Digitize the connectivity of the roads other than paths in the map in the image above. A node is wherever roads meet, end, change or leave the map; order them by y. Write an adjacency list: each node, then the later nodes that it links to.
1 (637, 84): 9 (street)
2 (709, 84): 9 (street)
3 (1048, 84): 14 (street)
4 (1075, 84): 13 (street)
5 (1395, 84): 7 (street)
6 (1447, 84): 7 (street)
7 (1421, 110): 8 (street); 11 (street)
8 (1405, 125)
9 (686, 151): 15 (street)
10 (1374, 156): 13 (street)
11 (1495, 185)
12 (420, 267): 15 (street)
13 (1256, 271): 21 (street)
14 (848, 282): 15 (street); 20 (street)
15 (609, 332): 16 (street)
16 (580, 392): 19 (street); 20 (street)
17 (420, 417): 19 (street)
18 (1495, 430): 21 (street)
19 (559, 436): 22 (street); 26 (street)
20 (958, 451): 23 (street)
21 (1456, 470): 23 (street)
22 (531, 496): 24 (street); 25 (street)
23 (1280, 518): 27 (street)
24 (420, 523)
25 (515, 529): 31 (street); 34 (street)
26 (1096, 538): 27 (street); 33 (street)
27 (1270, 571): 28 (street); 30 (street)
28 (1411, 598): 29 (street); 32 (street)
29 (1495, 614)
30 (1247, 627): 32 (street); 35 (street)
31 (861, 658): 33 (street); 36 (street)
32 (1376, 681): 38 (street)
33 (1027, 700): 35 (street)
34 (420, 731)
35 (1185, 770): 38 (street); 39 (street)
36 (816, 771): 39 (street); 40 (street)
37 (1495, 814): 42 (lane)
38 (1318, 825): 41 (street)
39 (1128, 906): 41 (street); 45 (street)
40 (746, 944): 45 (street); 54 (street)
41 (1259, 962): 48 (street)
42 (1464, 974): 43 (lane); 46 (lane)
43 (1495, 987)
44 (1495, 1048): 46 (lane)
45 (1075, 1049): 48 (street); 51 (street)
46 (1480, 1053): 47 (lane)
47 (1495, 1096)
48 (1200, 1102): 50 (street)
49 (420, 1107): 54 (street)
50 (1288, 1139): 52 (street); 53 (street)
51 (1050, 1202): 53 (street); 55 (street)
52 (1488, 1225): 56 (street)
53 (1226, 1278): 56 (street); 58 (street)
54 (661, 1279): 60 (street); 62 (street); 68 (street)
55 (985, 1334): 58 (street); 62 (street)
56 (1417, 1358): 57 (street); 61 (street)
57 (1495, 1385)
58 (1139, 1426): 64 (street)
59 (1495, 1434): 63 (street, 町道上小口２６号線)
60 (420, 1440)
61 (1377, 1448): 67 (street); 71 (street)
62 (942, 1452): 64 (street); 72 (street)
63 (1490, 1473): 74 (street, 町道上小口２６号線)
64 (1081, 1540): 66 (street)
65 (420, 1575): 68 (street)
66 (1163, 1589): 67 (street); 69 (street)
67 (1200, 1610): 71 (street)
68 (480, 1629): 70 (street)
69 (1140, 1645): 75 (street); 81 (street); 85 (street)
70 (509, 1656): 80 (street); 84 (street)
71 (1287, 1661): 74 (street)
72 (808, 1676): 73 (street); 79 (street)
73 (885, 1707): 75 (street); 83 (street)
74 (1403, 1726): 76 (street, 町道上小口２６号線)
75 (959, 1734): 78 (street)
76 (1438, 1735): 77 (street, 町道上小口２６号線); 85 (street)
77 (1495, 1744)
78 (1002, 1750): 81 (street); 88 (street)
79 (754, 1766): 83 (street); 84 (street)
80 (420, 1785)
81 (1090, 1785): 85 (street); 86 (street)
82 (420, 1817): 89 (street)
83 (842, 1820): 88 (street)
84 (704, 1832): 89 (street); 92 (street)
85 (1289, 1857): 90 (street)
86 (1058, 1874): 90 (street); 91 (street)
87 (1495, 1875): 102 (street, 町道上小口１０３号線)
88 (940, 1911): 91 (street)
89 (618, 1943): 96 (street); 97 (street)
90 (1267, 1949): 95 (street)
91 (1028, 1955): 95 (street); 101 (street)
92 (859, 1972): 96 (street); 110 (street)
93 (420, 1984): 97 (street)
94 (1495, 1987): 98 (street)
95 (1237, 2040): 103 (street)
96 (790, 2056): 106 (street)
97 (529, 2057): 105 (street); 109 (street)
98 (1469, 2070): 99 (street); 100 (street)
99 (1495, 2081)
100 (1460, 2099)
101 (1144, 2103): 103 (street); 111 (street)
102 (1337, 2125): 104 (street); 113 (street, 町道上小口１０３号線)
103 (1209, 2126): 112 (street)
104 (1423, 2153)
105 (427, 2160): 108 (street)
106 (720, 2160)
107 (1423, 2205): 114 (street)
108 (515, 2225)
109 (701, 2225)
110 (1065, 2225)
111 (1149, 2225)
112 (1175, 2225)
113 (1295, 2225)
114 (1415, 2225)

········

# Your task
Copy each record from above exactly, and include every line.

# Result of the exercise
Digitize the connectivity of the roads other than paths in the map in the image above. A node is wherever roads meet, end, change or leave the map; order them by y. Write an adjacency list: each node, then the later nodes that it links to.
1 (637, 84): 9 (street)
2 (709, 84): 9 (street)
3 (1048, 84): 14 (street)
4 (1075, 84): 13 (street)
5 (1395, 84): 7 (street)
6 (1447, 84): 7 (street)
7 (1421, 110): 8 (street); 11 (street)
8 (1405, 125)
9 (686, 151): 15 (street)
10 (1374, 156): 13 (street)
11 (1495, 185)
12 (420, 267): 15 (street)
13 (1256, 271): 21 (street)
14 (848, 282): 15 (street); 20 (street)
15 (609, 332): 16 (street)
16 (580, 392): 19 (street); 20 (street)
17 (420, 417): 19 (street)
18 (1495, 430): 21 (street)
19 (559, 436): 22 (street); 26 (street)
20 (958, 451): 23 (street)
21 (1456, 470): 23 (street)
22 (531, 496): 24 (street); 25 (street)
23 (1280, 518): 27 (street)
24 (420, 523)
25 (515, 529): 31 (street); 34 (street)
26 (1096, 538): 27 (street); 33 (street)
27 (1270, 571): 28 (street); 30 (street)
28 (1411, 598): 29 (street); 32 (street)
29 (1495, 614)
30 (1247, 627): 32 (street); 35 (street)
31 (861, 658): 33 (street); 36 (street)
32 (1376, 681): 38 (street)
33 (1027, 700): 35 (street)
34 (420, 731)
35 (1185, 770): 38 (street); 39 (street)
36 (816, 771): 39 (street); 40 (street)
37 (1495, 814): 42 (lane)
38 (1318, 825): 41 (street)
39 (1128, 906): 41 (street); 45 (street)
40 (746, 944): 45 (street); 54 (street)
41 (1259, 962): 48 (street)
42 (1464, 974): 43 (lane); 46 (lane)
43 (1495, 987)
44 (1495, 1048): 46 (lane)
45 (1075, 1049): 48 (street); 51 (street)
46 (1480, 1053): 47 (lane)
47 (1495, 1096)
48 (1200, 1102): 50 (street)
49 (420, 1107): 54 (street)
50 (1288, 1139): 52 (street); 53 (street)
51 (1050, 1202): 53 (street); 55 (street)
52 (1488, 1225): 56 (street)
53 (1226, 1278): 56 (street); 58 (street)
54 (661, 1279): 60 (street); 62 (street); 68 (street)
55 (985, 1334): 58 (street); 62 (street)
56 (1417, 1358): 57 (street); 61 (street)
57 (1495, 1385)
58 (1139, 1426): 64 (street)
59 (1495, 1434): 63 (street, 町道上小口２６号線)
60 (420, 1440)
61 (1377, 1448): 67 (street); 71 (street)
62 (942, 1452): 64 (street); 72 (street)
63 (1490, 1473): 74 (street, 町道上小口２６号線)
64 (1081, 1540): 66 (street)
65 (420, 1575): 68 (street)
66 (1163, 1589): 67 (street); 69 (street)
67 (1200, 1610): 71 (street)
68 (480, 1629): 70 (street)
69 (1140, 1645): 75 (street); 81 (street); 85 (street)
70 (509, 1656): 80 (street); 84 (street)
71 (1287, 1661): 74 (street)
72 (808, 1676): 73 (street); 79 (street)
73 (885, 1707): 75 (street); 83 (street)
74 (1403, 1726): 76 (street, 町道上小口２６号線)
75 (959, 1734): 78 (street)
76 (1438, 1735): 77 (street, 町道上小口２６号線); 85 (street)
77 (1495, 1744)
78 (1002, 1750): 81 (street); 88 (street)
79 (754, 1766): 83 (street); 84 (street)
80 (420, 1785)
81 (1090, 1785): 85 (street); 86 (street)
82 (420, 1817): 89 (street)
83 (842, 1820): 88 (street)
84 (704, 1832): 89 (street); 92 (street)
85 (1289, 1857): 90 (street)
86 (1058, 1874): 90 (street); 91 (street)
87 (1495, 1875): 102 (street, 町道上小口１０３号線)
88 (940, 1911): 91 (street)
89 (618, 1943): 96 (street); 97 (street)
90 (1267, 1949): 95 (street)
91 (1028, 1955): 95 (street); 101 (street)
92 (859, 1972): 96 (street); 110 (street)
93 (420, 1984): 97 (street)
94 (1495, 1987): 98 (street)
95 (1237, 2040): 103 (street)
96 (790, 2056): 106 (street)
97 (529, 2057): 105 (street); 109 (street)
98 (1469, 2070): 99 (street); 100 (street)
99 (1495, 2081)
100 (1460, 2099)
101 (1144, 2103): 103 (street); 111 (street)
102 (1337, 2125): 104 (street); 113 (street, 町道上小口１０３号線)
103 (1209, 2126): 112 (street)
104 (1423, 2153)
105 (427, 2160): 108 (street)
106 (720, 2160)
107 (1423, 2205): 114 (street)
108 (515, 2225)
109 (701, 2225)
110 (1065, 2225)
111 (1149, 2225)
112 (1175, 2225)
113 (1295, 2225)
114 (1415, 2225)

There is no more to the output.